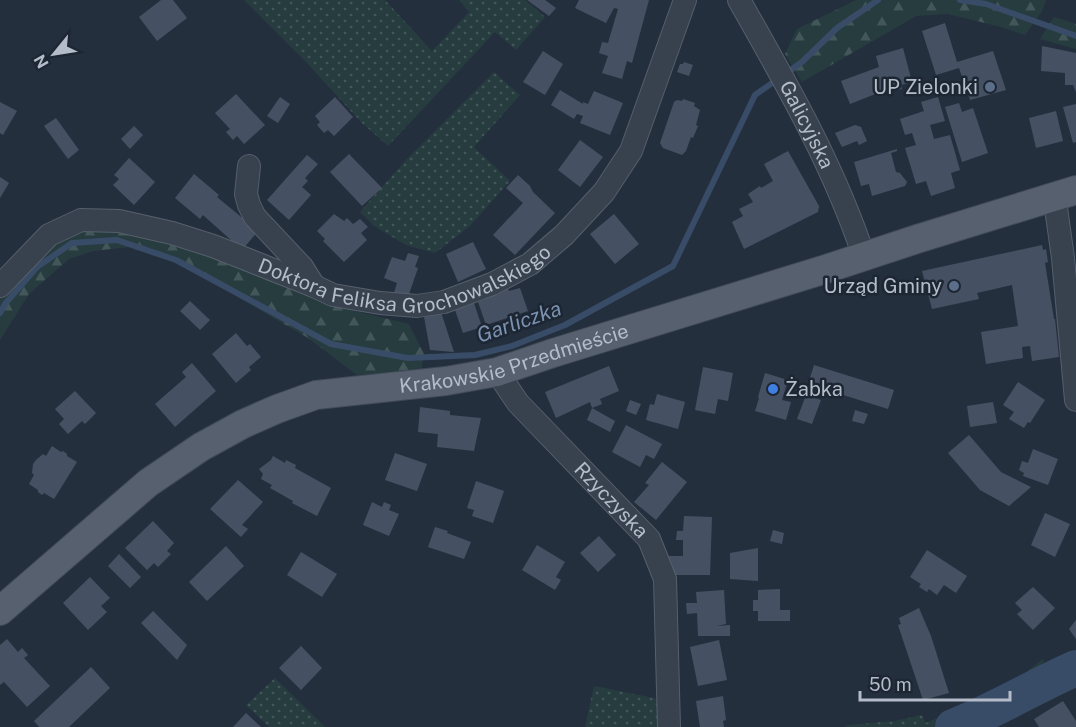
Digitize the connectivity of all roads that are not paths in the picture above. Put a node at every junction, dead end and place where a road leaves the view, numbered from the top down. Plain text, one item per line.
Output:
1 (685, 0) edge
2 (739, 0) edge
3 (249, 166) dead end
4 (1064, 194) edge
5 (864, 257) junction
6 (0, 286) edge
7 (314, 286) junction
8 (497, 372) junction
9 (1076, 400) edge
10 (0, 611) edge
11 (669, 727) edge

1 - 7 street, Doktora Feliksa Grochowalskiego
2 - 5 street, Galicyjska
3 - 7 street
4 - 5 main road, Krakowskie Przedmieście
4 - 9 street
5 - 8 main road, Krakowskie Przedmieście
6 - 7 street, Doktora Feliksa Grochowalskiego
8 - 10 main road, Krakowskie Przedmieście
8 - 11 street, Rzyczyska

○ ○ ○ ○

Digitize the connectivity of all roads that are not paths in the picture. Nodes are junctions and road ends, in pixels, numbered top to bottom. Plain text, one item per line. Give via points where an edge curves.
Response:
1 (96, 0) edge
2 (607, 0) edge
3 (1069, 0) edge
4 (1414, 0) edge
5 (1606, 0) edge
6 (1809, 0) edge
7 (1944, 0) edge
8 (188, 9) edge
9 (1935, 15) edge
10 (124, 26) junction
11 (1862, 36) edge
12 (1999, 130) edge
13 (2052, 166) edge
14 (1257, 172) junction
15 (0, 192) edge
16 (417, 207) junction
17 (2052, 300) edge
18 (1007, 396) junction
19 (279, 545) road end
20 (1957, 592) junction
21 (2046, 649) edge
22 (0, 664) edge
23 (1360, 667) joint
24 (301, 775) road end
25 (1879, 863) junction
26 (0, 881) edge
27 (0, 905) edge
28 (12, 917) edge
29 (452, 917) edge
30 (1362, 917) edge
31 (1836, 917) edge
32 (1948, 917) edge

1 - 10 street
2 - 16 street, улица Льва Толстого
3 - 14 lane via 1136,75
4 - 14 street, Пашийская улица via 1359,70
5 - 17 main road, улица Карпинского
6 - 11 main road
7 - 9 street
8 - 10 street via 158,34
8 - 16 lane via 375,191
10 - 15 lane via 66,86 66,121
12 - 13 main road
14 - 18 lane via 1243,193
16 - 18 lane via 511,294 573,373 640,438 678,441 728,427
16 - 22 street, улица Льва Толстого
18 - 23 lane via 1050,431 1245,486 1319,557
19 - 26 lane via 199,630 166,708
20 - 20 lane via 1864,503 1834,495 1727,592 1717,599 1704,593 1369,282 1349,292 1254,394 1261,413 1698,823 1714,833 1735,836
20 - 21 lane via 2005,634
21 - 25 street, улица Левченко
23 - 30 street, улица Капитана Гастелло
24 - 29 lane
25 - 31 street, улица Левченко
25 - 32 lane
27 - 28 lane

○ ○ ○ ○

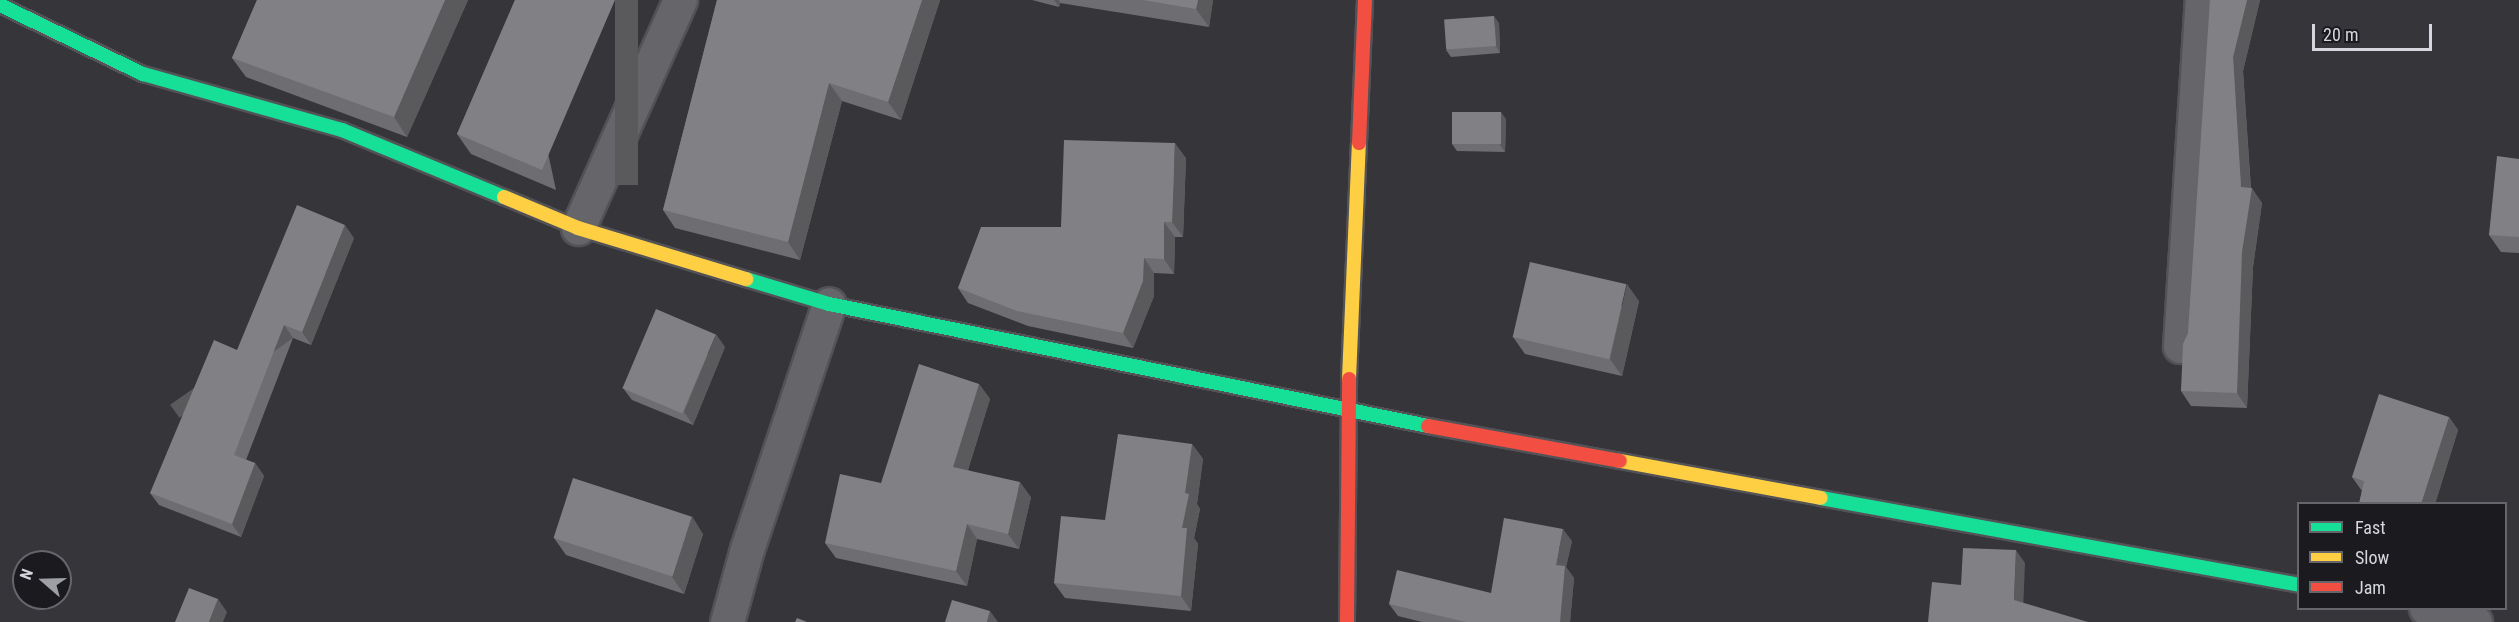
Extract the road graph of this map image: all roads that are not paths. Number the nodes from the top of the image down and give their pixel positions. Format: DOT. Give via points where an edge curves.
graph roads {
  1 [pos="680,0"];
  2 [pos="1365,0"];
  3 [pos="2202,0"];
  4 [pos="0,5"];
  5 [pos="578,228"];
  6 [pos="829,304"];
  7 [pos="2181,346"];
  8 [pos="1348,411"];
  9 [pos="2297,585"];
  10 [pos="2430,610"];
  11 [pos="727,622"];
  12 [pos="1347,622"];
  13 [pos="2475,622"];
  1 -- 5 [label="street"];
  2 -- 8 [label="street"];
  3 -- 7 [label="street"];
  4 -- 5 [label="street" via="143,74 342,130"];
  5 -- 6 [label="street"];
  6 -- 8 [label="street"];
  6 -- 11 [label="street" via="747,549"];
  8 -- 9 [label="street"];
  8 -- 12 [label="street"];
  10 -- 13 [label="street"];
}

○ ○ ○ ○

| Exercise objective |
Provide the number of lines above containing "Plain" and nothing else.

| Answer for this exercise |
2